Miguel avalia que não é apenas a valorização do real que provoca essa troca de fornecedores, mas principalmente a estabilidade do câmbio no atual patamar. Com o nível de reservas acumuladas pelo país, o robusto superávit da balança comercial e a queda da dívida externa líquida, o real deve se manter valorizado por um bom tempo. "Os empresários enxergam um horizonte de câmbio estável, o que torna mais fácil a decisão de trocar de fornecedores", avalia o economista.

Levantamento elaborado pela consultoria MB Associados a pedido do Valor, com base nos dados da Funcex e do IBGE, indica que esse fenômeno ocorre em diversos setores de bens intermediários. A importação desses produtos está crescendo em ritmo forte. No acumulado de 12 meses até outubro, a quantidade importada de bens intermediários cresceu 12% no setor plástico, 21,7% em celulose, papel e gráfica, 23,2% em outros produtos metalúrgicos e 27,4% em material elétrico.

Em contrapartida, a produção doméstica de itens que são matérias-primas para a produção industrial recuou significativamente. No acumulado de 12 meses até outubro, a produção industrial de preparados químicos diversos caiu 6,8%. A produção de embalagens de material plástico recuou 2% e de laminados de material plástico, 4,8%. A produção de tubos de ferro e aço com costura despencou 15,7% no acumulado de 12 meses até outubro. Em peças fundidas de ferro, a queda foi de 4,6% nesse período.

A importação de matérias-primas e insumos poderia estar crescendo ainda mais.

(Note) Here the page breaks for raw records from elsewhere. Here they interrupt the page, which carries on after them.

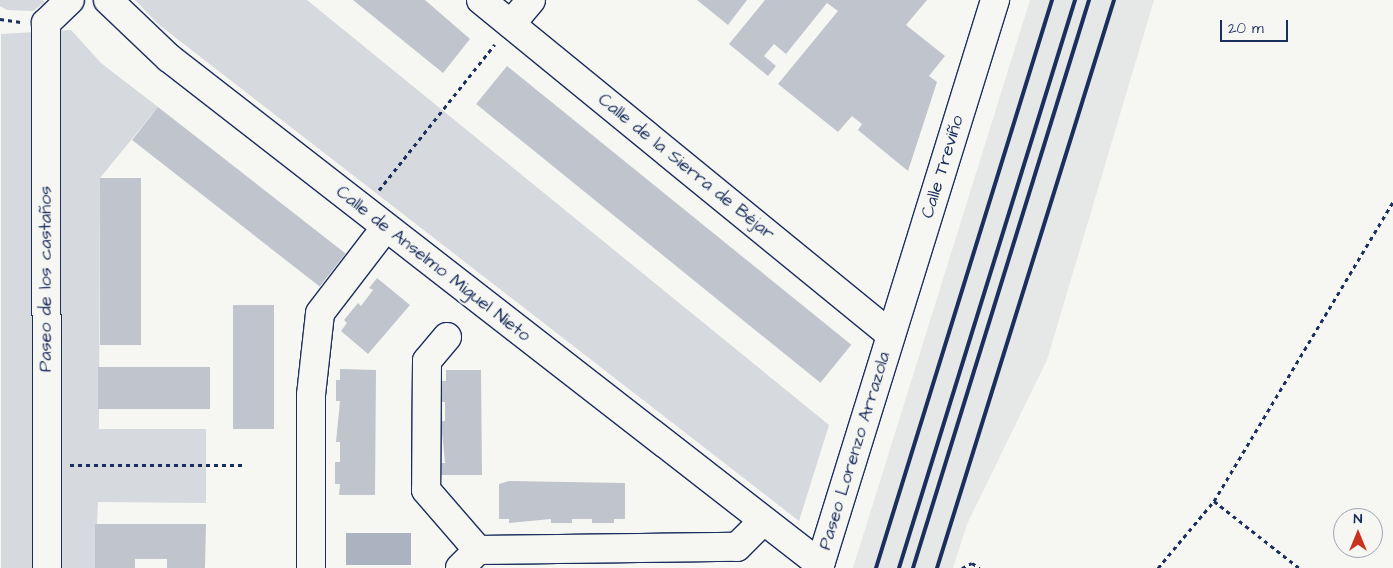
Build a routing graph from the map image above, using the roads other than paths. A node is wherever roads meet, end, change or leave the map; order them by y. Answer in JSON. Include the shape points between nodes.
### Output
{"nodes":[{"id":1,"x":70,"y":0,"type":"edge"},
{"id":2,"x":108,"y":0,"type":"edge"},
{"id":3,"x":481,"y":0,"type":"edge"},
{"id":4,"x":531,"y":0,"type":"edge"},
{"id":5,"x":995,"y":0,"type":"edge"},
{"id":6,"x":511,"y":24,"type":"junction"},
{"id":7,"x":386,"y":227,"type":"junction"},
{"id":8,"x":891,"y":335,"type":"junction"},
{"id":9,"x":447,"y":337,"type":"dead end"},
{"id":10,"x":763,"y":520,"type":"junction"},
{"id":11,"x":469,"y":559,"type":"edge"},
{"id":12,"x":820,"y":566,"type":"edge"},
{"id":13,"x":47,"y":568,"type":"edge"},
{"id":14,"x":311,"y":568,"type":"edge"}],
"edges":[{"from":1,"to":13,"type":"street","name":"Paseo de los castaños","via":[[46,23]]},
{"from":2,"to":7,"type":"street","name":"Calle de Anselmo Miguel Nieto","via":[[169,58]]},
{"from":3,"to":6,"type":"street","name":"Calle de la Sierra de Béjar"},
{"from":4,"to":6,"type":"street"},
{"from":5,"to":8,"type":"street","name":"Calle Treviño"},
{"from":6,"to":8,"type":"street","name":"Calle de la Sierra de Béjar"},
{"from":7,"to":10,"type":"street","name":"Calle de Anselmo Miguel Nieto"},
{"from":7,"to":14,"type":"street","via":[[320,313],[311,395]]},
{"from":8,"to":12,"type":"street","name":"Paseo Lorenzo Arrazola"},
{"from":9,"to":11,"type":"street","via":[[427,362],[426,490]]},
{"from":10,"to":11,"type":"street","via":[[737,547]]},
{"from":10,"to":12,"type":"street","name":"Calle de Anselmo Miguel Nieto"}]}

Apesar da alta de 15%, as importações de bens intermediários registram um dos crescimentos menos vigorosos entre as categorias de uso. No acumulado de 12 meses até outubro, a quantidade importada de bens de capital subiu 25% e de bens de consumo duráveis saltou 76%. É o fraco desempenho da economia que inibe a importação e a produção doméstica de insumos. A economia brasileira, prejudicada pelo fraco desempenho da indústria, deve crescer menos de 3% este ano.

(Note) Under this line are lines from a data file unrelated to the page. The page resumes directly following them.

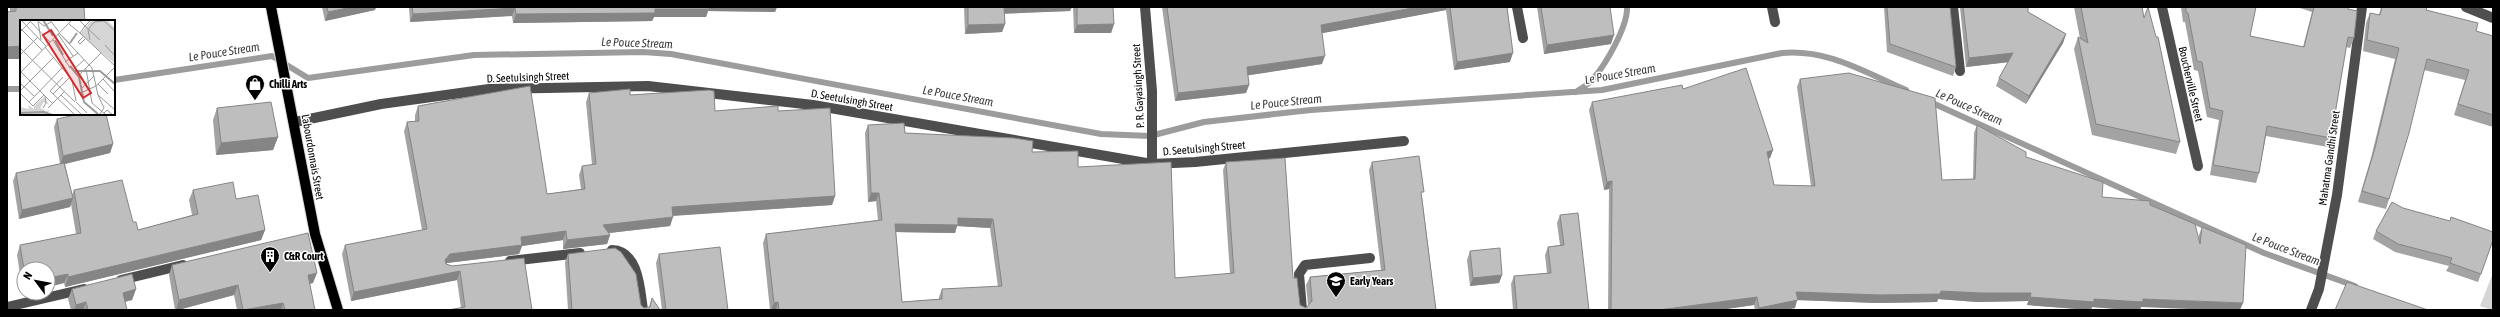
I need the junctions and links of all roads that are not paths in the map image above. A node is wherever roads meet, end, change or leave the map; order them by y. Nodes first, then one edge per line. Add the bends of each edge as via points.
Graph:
1 (271, 7) edge
2 (1144, 7) edge
3 (1517, 7) edge
4 (1772, 7) edge
5 (1953, 7) edge
6 (2162, 7) edge
7 (2362, 7) edge
8 (2466, 7) edge
9 (2493, 18) edge
10 (1775, 22) dead end
11 (1523, 38) dead end
12 (1960, 71) dead end
13 (295, 122) junction
14 (1404, 141) dead end
15 (1152, 164) junction
16 (2198, 166) dead end
17 (1370, 258) dead end
18 (503, 262) edge
19 (192, 263) edge
20 (107, 284) edge
21 (92, 287) edge
22 (7, 307) edge
23 (338, 310) edge
24 (643, 310) edge
25 (1302, 310) edge
26 (2311, 310) edge

1 - 13 main road, Labourdonnais Street
2 - 15 street, P. R. Gayasingh Street via 1152,91
3 - 11 street
4 - 10 street
5 - 12 street
6 - 16 street, Boucherville Street
7 - 26 street, Mahatma Gandhi Street via 2337,195 2319,289
8 - 9 street
13 - 15 street, D. Seetulsingh Street via 381,104 489,89 648,86 813,105
13 - 23 main road, Labourdonnais Street via 311,235
14 - 15 street, D. Seetulsingh Street
17 - 25 street via 1305,265 1299,274
18 - 24 street via 614,250 626,257 636,268
19 - 20 street
21 - 22 street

Os economistas divergem quanto ao futuro do fenômeno de substituição de fornecedores nacionais por estrangeiros. Para o departamento econômico do Bradesco, o Brasil vive uma fase de transição de um país fechado para uma economia globalizada. Eles avaliam que a indústria brasileira tende a investir mais - as importações de bens de capital seriam uma prova disso. Com mais investimentos, as empresas brasileiras se tornarão mais competitivas e a tendência é que a importação de bens intermediários siga mais de perto o ritmo da indústria.

"O efeito China muda esse cenário", discorda Sérgio Vale, da MB Associados. Ele avalia que é muito difícil para as empresas em uma fase de transição enfrentar um competidor tão forte quanto o país asiático. Por conta da concorrência chinesa, as indústrias não conseguirão investir rápido o suficiente para incrementar sua competitividade antes de fechar as portas.

Vale acredita que, se o câmbio continuar no atual patamar, a tendência é as empresas importarem um percentual cada vez maior de partes e peças até trazer o produto acabado para o país. No segmento de eletroportáteis, muitas empresas já desistiram de produzir no Brasil e estão trazendo batedeiras, ventiladores, torradeiras, entre outros itens, prontos da China.

Miguel, da Quest, também acredita que a troca de fornecedores nacionais por estrangeiros está apenas no início. "É um movimento gradual que foi ganhando consistência ao longo do tempo. Essa é uma percepção muita nova para as empresas", diz. Ele explica que 2006 será o primeiro ano desde 2000 em que o setor externo contribuirá negativamente para o desempenho do PIB. O desempenho do comércio exterior ainda é muito diferenciado entre os setores. "Só agora esse movimento de troca de fornecedores está começando a se generalizar", diz.